There were two possible answers: one, that it wasn’t her at all; and two, that she had hired someone to do the work for her.
The first possibility was attractive because it absolved her of all responsibility, but offered no hint as to the identity of his antagonist. He decided to pursue the second possibility simply because it gave him something to do, and offered a small chance of success. Finding Adi’s Change-worker-for-hire might prove easier than finding her, if only because Ros might approach the prank sideways rather than head-on.
Although his direction was now clear, he stayed within his bubble of silence a while longer, to double-check his thoughts, in case he had missed something else equally obvious, and to establish an appropriate emotional balance. The decision to be with Adi had been an easy one five years earlier. To dishonour it now would be cowardice of the highest order. He would see it through if he was allowed to, and he would do his best to keep hope alive.
* * * *
In theory, the Stone Mages had the city stitched up. Every child with the slightest whiff of the Change about them was sent off to be trained and ultimately inducted into the country’s elite, from which few ever emerged into independent practice. Ros’s utter unencumbrance was frowned upon and, in some quarters considered actually dangerous to society at large.

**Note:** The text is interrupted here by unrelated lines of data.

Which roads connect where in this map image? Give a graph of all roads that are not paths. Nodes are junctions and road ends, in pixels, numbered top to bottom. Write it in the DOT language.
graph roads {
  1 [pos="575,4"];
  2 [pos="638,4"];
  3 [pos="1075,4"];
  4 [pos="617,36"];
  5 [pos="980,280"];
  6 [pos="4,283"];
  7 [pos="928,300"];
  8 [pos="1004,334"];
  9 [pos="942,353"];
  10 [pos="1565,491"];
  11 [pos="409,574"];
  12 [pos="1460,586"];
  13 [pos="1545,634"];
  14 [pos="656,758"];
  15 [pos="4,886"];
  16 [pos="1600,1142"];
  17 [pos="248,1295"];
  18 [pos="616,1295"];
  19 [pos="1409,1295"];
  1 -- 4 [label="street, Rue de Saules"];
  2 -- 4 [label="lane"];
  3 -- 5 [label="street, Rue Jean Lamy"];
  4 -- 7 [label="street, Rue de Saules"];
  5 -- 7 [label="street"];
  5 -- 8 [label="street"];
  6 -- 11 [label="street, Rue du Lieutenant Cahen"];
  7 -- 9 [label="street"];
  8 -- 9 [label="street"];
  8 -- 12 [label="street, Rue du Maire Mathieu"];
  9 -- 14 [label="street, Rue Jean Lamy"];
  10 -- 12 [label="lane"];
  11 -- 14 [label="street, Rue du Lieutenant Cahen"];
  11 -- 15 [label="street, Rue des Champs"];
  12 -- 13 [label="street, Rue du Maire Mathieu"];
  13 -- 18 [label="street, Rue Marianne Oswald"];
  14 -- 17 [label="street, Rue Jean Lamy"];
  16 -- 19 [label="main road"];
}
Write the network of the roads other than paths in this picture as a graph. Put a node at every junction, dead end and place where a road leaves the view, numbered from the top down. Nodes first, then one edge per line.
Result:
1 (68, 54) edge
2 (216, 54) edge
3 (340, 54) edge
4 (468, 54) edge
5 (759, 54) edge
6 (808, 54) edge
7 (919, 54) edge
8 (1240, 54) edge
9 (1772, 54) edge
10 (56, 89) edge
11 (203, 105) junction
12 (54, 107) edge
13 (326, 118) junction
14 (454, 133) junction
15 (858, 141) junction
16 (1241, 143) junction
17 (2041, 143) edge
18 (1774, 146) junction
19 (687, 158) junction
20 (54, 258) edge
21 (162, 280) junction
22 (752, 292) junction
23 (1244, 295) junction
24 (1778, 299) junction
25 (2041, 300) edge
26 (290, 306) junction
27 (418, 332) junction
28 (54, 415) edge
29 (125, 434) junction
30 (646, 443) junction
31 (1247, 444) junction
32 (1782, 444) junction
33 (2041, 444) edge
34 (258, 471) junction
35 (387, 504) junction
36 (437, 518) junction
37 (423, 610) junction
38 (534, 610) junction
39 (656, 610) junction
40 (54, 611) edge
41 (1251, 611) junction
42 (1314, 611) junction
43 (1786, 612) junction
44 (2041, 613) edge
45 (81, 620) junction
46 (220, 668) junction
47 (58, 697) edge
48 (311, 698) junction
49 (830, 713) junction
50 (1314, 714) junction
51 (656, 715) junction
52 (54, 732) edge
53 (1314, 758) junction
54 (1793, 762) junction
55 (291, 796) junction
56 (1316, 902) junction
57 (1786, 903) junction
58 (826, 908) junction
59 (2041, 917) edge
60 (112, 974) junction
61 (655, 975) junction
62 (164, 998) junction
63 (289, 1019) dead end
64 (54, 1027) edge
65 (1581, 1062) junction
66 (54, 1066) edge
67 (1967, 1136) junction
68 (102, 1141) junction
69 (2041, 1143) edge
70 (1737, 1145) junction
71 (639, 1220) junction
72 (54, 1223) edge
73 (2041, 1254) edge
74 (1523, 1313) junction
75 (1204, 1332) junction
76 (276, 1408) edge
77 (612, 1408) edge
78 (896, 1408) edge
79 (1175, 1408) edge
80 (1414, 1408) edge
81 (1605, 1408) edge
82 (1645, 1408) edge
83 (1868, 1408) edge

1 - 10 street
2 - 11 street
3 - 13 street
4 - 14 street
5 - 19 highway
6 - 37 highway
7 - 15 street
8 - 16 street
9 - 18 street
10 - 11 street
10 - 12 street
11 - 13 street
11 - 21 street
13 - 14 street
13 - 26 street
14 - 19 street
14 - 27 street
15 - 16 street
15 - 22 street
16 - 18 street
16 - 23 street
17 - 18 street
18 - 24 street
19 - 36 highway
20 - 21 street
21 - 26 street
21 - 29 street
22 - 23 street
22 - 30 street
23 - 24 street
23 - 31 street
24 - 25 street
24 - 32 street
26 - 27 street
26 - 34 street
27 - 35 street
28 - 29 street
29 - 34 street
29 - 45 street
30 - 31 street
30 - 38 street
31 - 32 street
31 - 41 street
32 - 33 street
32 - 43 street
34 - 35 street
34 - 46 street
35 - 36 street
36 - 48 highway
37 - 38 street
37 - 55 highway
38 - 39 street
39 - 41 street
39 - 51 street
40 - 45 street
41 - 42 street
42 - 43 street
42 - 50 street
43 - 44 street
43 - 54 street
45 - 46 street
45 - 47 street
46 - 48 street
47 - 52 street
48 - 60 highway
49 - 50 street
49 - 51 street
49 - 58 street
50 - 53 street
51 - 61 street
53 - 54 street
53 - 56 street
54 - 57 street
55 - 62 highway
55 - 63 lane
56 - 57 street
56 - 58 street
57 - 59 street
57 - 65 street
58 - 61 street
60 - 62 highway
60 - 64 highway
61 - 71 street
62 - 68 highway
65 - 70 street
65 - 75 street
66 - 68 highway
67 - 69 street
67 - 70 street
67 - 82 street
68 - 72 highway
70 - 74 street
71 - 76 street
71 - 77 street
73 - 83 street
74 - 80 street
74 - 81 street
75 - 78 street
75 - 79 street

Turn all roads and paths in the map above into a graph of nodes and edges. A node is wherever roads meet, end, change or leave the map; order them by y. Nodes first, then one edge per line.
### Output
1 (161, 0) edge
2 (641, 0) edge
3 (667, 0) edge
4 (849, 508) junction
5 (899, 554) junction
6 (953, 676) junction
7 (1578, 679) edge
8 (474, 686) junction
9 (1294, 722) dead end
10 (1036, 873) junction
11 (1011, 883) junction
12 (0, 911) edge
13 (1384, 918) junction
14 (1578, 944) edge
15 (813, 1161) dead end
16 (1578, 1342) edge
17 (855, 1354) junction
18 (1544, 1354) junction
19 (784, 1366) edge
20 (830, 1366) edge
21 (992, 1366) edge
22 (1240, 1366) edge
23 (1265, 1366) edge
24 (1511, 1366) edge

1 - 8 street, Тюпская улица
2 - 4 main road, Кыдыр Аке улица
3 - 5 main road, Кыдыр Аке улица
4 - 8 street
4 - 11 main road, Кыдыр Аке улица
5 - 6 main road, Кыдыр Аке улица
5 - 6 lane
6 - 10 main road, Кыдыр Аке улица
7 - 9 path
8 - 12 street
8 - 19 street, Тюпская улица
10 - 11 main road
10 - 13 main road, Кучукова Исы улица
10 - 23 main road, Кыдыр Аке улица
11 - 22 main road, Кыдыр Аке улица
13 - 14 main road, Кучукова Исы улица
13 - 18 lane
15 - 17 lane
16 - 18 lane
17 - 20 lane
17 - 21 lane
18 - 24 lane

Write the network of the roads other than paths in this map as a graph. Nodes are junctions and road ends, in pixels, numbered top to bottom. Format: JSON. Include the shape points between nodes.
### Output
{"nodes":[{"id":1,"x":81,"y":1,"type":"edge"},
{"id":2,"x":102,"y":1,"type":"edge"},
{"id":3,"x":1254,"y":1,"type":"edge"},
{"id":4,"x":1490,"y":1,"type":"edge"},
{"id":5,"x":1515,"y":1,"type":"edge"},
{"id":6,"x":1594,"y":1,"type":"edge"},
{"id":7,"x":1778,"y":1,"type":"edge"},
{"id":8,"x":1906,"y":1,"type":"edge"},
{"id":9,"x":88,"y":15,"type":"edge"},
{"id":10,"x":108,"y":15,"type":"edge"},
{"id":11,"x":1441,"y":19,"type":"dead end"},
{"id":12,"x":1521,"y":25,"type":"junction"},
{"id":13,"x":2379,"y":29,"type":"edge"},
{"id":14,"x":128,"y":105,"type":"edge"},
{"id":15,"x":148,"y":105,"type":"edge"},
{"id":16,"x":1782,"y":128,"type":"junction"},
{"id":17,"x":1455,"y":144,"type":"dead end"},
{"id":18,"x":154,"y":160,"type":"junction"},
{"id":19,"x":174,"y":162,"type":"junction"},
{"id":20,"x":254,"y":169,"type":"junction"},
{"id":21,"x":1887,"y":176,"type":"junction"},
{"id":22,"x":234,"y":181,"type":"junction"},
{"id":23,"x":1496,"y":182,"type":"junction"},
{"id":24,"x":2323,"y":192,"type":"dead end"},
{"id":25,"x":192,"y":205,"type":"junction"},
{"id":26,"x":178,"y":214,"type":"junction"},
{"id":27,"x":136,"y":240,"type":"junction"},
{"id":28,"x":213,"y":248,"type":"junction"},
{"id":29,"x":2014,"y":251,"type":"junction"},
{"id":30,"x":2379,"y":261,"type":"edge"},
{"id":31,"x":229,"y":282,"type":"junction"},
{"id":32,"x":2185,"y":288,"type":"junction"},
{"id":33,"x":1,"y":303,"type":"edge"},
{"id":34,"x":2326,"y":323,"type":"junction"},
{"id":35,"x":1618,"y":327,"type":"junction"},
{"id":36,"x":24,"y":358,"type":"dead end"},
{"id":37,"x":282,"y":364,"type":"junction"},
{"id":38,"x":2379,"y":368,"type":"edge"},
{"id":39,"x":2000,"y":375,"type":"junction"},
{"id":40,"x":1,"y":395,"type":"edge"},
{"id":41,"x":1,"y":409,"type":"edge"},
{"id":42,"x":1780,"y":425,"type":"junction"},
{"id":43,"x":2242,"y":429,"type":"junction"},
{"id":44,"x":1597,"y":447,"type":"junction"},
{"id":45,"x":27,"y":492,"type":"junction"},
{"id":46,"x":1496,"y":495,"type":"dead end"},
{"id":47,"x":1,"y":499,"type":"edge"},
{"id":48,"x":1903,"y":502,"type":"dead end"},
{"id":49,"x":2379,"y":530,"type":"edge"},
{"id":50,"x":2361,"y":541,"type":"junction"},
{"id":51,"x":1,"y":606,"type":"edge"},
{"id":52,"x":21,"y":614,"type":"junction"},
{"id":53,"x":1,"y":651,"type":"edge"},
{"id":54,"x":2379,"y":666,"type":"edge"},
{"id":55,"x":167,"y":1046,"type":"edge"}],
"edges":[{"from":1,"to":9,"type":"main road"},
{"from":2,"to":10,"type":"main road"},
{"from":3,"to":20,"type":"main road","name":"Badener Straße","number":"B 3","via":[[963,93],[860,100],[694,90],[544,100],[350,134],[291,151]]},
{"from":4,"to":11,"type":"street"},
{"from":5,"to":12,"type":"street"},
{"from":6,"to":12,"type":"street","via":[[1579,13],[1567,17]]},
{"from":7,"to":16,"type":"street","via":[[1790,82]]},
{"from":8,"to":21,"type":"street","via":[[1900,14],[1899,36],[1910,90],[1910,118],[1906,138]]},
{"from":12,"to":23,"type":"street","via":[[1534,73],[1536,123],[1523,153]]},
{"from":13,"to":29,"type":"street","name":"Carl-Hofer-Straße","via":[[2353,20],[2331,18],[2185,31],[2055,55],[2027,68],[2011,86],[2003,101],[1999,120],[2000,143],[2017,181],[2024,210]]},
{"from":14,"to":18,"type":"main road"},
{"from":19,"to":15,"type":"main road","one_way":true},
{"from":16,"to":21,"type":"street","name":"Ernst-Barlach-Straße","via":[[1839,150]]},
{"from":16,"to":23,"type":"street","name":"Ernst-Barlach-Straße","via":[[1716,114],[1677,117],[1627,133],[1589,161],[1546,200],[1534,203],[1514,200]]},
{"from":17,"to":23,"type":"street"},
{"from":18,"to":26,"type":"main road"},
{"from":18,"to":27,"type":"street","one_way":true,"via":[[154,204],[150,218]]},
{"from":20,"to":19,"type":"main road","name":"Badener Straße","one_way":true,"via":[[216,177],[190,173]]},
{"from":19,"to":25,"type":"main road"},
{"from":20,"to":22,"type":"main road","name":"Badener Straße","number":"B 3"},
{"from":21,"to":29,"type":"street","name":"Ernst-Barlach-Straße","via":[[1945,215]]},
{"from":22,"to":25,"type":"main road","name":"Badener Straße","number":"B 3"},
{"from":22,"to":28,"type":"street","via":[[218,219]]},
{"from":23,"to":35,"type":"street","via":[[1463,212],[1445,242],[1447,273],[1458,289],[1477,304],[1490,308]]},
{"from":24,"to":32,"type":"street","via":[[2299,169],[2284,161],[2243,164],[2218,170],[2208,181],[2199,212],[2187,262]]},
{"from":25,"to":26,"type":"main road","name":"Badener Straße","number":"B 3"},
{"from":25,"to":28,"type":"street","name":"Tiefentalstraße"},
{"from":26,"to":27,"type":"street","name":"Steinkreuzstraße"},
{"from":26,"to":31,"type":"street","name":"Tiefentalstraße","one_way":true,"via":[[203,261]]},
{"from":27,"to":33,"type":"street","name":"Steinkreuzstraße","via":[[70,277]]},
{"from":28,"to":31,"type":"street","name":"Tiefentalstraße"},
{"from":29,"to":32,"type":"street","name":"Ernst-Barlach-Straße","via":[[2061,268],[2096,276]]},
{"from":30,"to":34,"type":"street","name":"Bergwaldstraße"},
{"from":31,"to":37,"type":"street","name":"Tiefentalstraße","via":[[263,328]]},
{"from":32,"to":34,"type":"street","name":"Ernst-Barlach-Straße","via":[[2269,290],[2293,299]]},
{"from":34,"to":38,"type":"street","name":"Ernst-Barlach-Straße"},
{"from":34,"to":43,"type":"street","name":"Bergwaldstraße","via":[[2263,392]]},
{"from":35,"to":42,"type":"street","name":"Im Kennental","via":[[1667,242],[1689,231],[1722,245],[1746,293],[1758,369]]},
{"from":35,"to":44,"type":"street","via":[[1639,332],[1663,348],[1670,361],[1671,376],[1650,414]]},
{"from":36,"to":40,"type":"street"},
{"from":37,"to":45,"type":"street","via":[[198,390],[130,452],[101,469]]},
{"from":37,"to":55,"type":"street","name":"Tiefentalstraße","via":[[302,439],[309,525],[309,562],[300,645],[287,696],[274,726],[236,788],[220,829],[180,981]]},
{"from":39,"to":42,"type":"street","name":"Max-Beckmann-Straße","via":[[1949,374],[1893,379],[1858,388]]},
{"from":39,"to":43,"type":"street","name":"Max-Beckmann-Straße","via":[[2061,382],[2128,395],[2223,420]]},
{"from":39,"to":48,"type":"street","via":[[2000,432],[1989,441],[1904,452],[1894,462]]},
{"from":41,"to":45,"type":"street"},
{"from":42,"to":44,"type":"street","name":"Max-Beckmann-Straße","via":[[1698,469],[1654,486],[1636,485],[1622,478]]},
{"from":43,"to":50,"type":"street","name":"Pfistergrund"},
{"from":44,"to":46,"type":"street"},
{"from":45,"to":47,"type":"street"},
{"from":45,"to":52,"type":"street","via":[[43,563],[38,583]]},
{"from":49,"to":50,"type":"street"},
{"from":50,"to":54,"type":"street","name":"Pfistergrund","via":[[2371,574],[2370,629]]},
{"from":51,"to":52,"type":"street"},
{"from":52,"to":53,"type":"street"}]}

Master Pukje had been quick to instil in Ros the understanding of the true purpose of theory, which was simply to be tested, and so he went with confidence into the city once more, sure that he would find an exception before long.
And so he did. First one, then another — both Change-workers known for shoddy work, but at least acting independently of the country’s masters. They were jealous types, reluctant to let a potential customer fall into a competitor’s orbit, but Ros had mastered more techniques for extracting the truth than they had ever forgotten. Not effortlessly, but at least painlessly, he learned what he needed to and moved on.
The black market for Change-working grew in extent the more he picked at it, like a loose thread pulled from an expensive rug. With keener eyes than he had had before, he saw charms that bore no relation to any grammatical system he had studied. He found dealers in potions using ingredients unknown to anyone but their discoverers. He studied significant tattoos in books whose reason he could not tell from madness. All of it was wonderful and strange, and utterly incapable of catching him in any kind of web. The prankster, whoever he or she was, had attained a higher degree of mastery than these crazed dabblers.
From one he learned a name that he mentally filed away for later pursuit. The name was repeated two interviews later, as a person Ros should contact should he wish to procure the expertise he required. The person thus identified was not a Change-worker herself, but a business-woman from the quieter side of town. Her customers resided outside the populous caverns, so she did not advertise locally. Word inevitably spread, though, and Ros was keen to follow it. Through this woman Adi might have hired someone from outside the city, and therefore someone more difficult to trace.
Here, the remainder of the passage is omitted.